Is something wrong with my camera? Did I use the wrong kind of film?
If photos of your winter snow scene aren’t as good as you thought, there’s probably nothing wrong with either your camera or your choice of film. Chances are, this really common problem is caused by your camera’s confused light meter. What’s happened is your meter is a little too “automitic” and it underexposed your shot because of the exposure meter’s internal programming.
Winter snow scenes, and white or light colored sand photography can confuse your meter, so a little creative thinking and some simple actions are all that’s needed to help your meter out.
Side bar-I am editing this page with my iphone !

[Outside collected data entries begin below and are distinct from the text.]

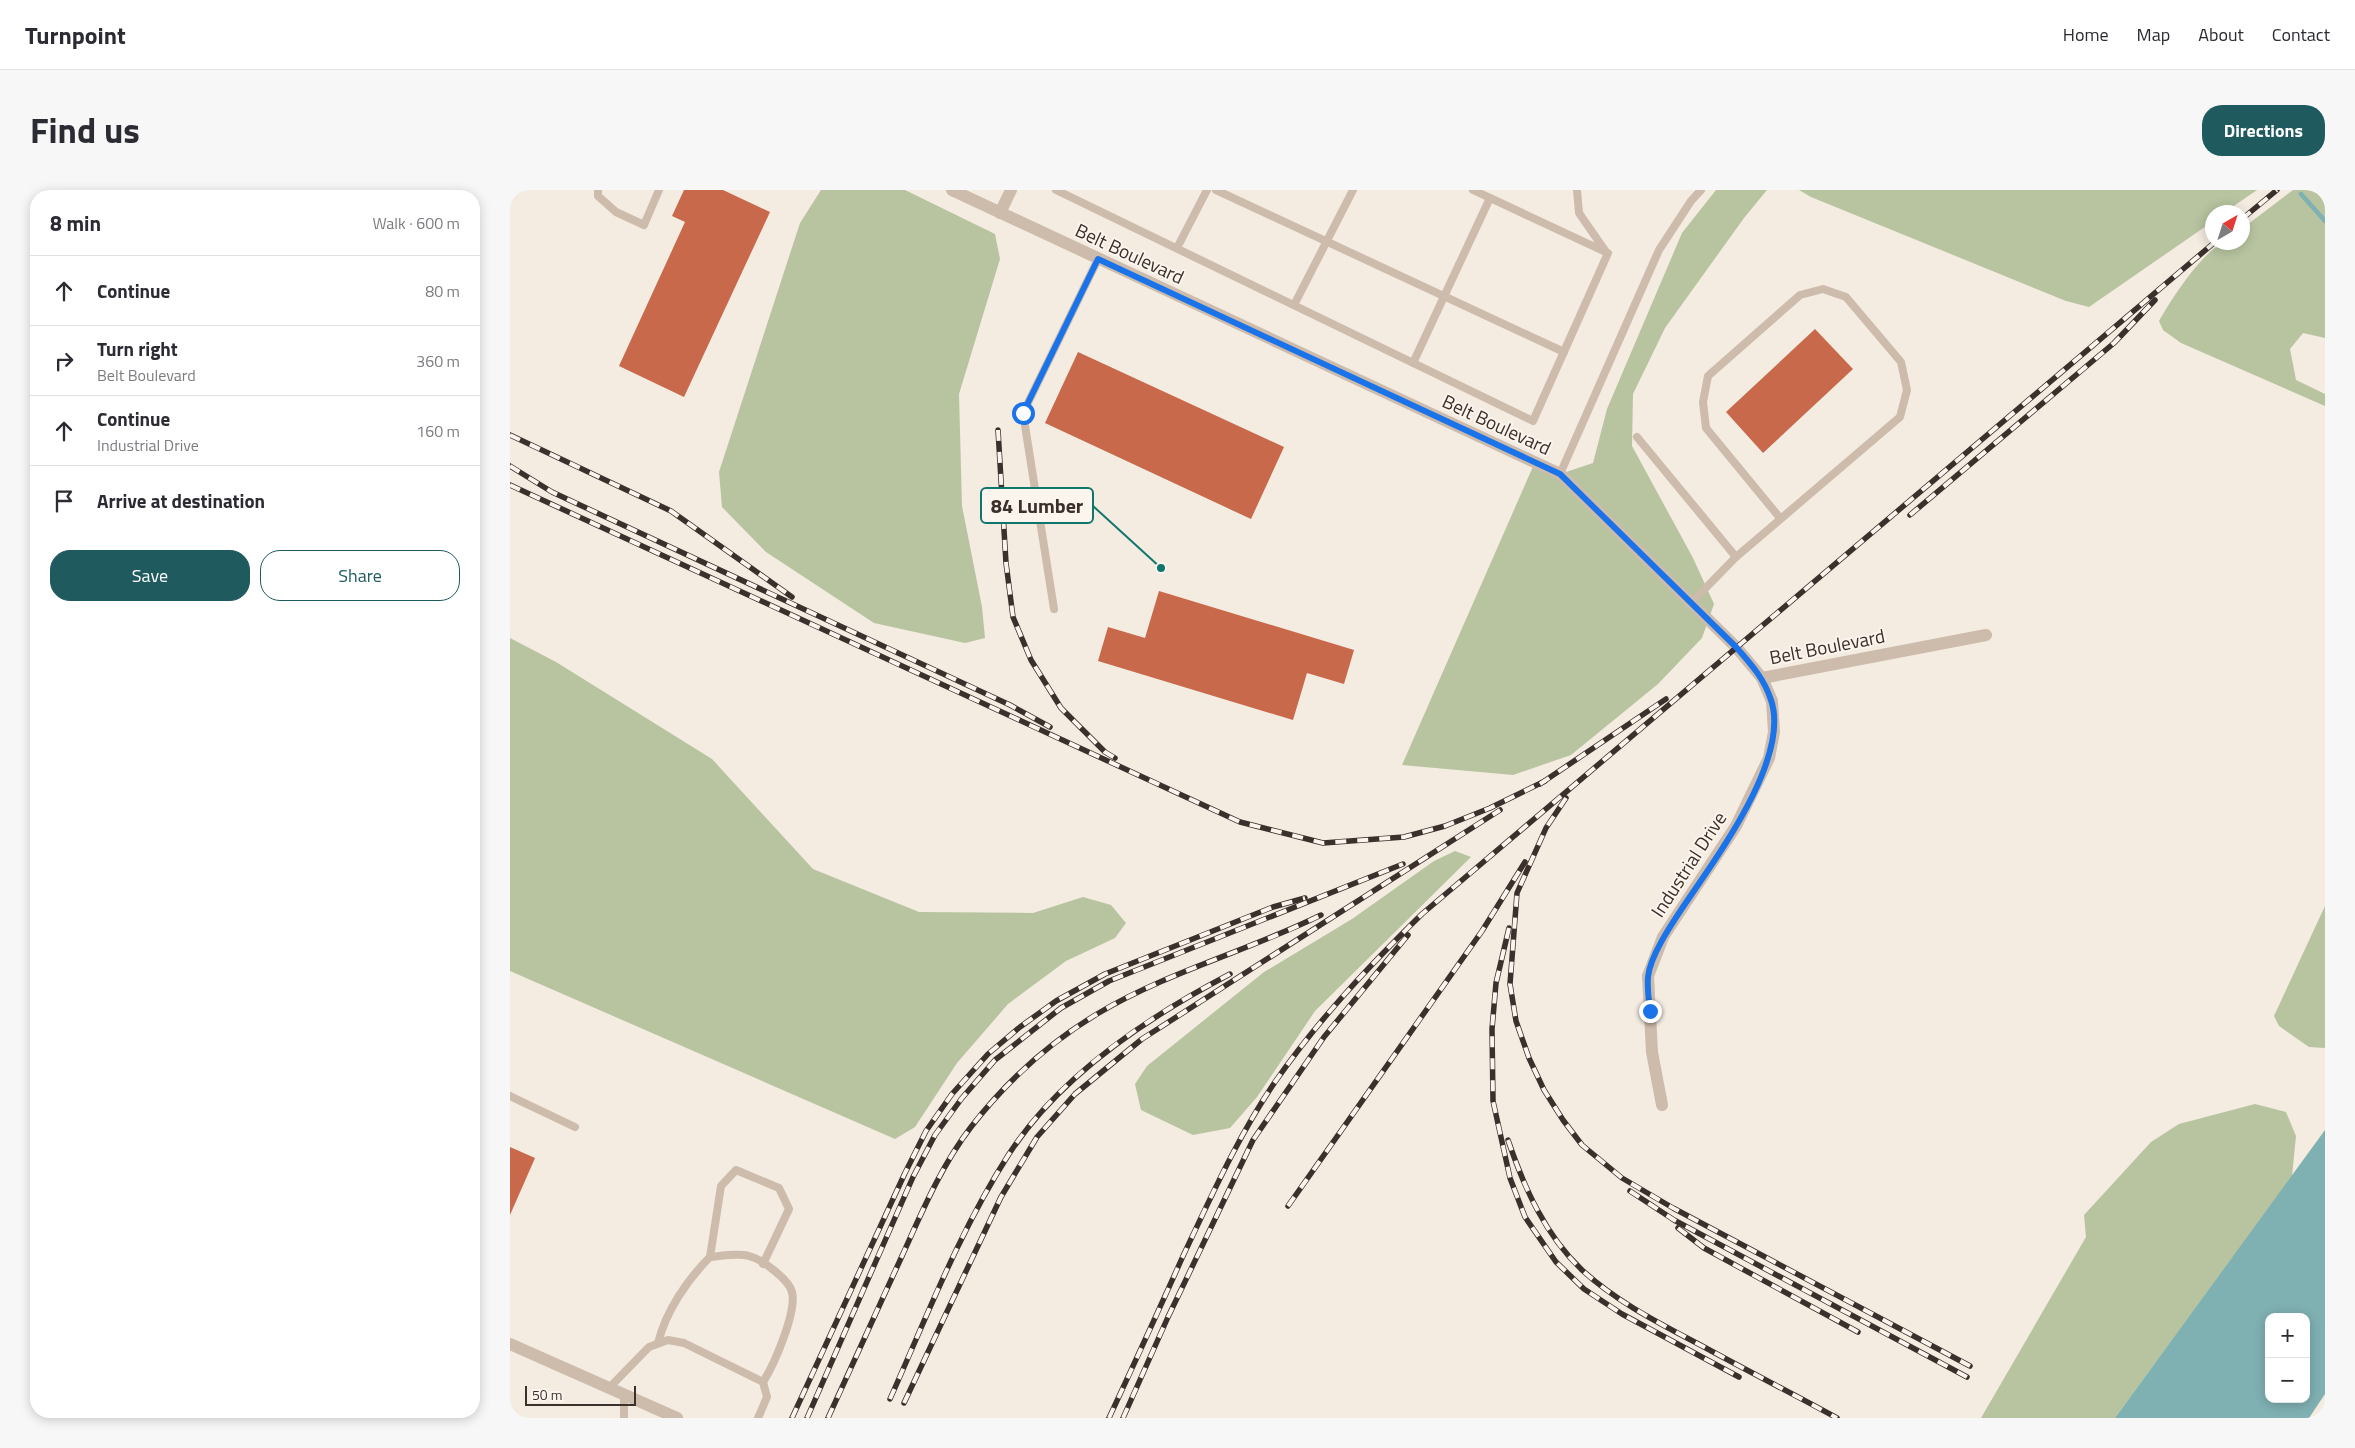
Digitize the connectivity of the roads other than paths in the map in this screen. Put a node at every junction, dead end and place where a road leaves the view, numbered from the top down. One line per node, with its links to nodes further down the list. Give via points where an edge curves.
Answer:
1 (598, 190): 2 (lane, via 598,196 616,212 644,225)
2 (660, 190)
3 (952, 190): 13 (street, Belt Boulevard)
4 (1011, 190): 13 (street)
5 (1056, 190): 15 (lane)
6 (1207, 190): 15 (lane)
7 (1216, 190): 14 (lane)
8 (1352, 190): 14 (lane)
9 (1473, 190): 12 (lane)
10 (1577, 190): 16 (lane, via 1579,213)
11 (1701, 190): 23 (lane, via 1659,250)
12 (1490, 198): 16 (lane); 18 (lane)
13 (1000, 213): 17 (street, Belt Boulevard)
14 (1326, 242): 18 (lane); 19 (lane)
15 (1177, 248): 19 (lane)
16 (1608, 254): 20 (lane)
17 (1098, 259): 23 (street, Belt Boulevard); 27 (lane, via 1023,413)
18 (1444, 296): 20 (lane); 21 (lane)
19 (1294, 305): 21 (lane)
20 (1564, 352): 21 (lane, via 1533,421)
21 (1413, 363)
22 (1637, 437): 25 (lane)
23 (1560, 474): 26 (street, Belt Boulevard)
24 (1780, 518): 24 (lane, via 1900,417 1907,390 1901,362 1846,297 1823,289 1800,295 1708,376 1703,402 1706,428); 25 (lane)
25 (1736, 557): 26 (lane)
26 (1691, 603): 29 (street, Belt Boulevard)
27 (1054, 609)
28 (1986, 635): 29 (street, Belt Boulevard)
29 (1762, 678): 31 (street, Industrial Drive, via 1772,701 1774,732 1769,758 1736,826 1663,937 1648,976 1652,1052)
30 (510, 1096): 32 (lane)
31 (1662, 1105)
32 (574, 1127)
33 (710, 1257): 34 (lane, via 748,1256); 34 (lane, via 721,1186 736,1170 779,1188 789,1209); 35 (lane, via 695,1272 663,1324)
34 (763, 1264): 37 (lane, via 783,1277 792,1292 792,1311 770,1372)
35 (658, 1343): 37 (lane, via 668,1340 684,1343); 38 (lane, via 649,1346)
36 (510, 1344): 38 (street)
37 (763, 1382): 42 (lane, via 766,1397)
38 (610, 1388): 39 (street)
39 (624, 1394): 40 (lane); 41 (street)
40 (624, 1418)
41 (677, 1418)
42 (758, 1418)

The technical explanation about metering is a little complex, but for now, what you need to do to capture that awesome winter snow scene is to adjust your exposure to be brighter by one or two f-stops .
This means either:
- slowing your shutter speed by 2 “increments”, or
- opening up your aperture/lens by 2.
If you have a digital camera with an LCD preview screen, you’ll be able to see whether one or two stops makes a better difference.
If you have a 35mm camera, you can ensure the right exposure by bracketing your shot, by +1, +1.5 and +2. Once you ‘ve taken a few winter snow scenes this way, you’ll be able to see exactly how your meter interprets the light of the snow , and, you’ll be able to compensate by manually setting your exposure in this way.
Don’t feel bad, this one has happened to me MANY times before! We get so used to relying on automation, it’s easy to forget that sometimes good old fashioned gray matter often works just as well, OR BETTER!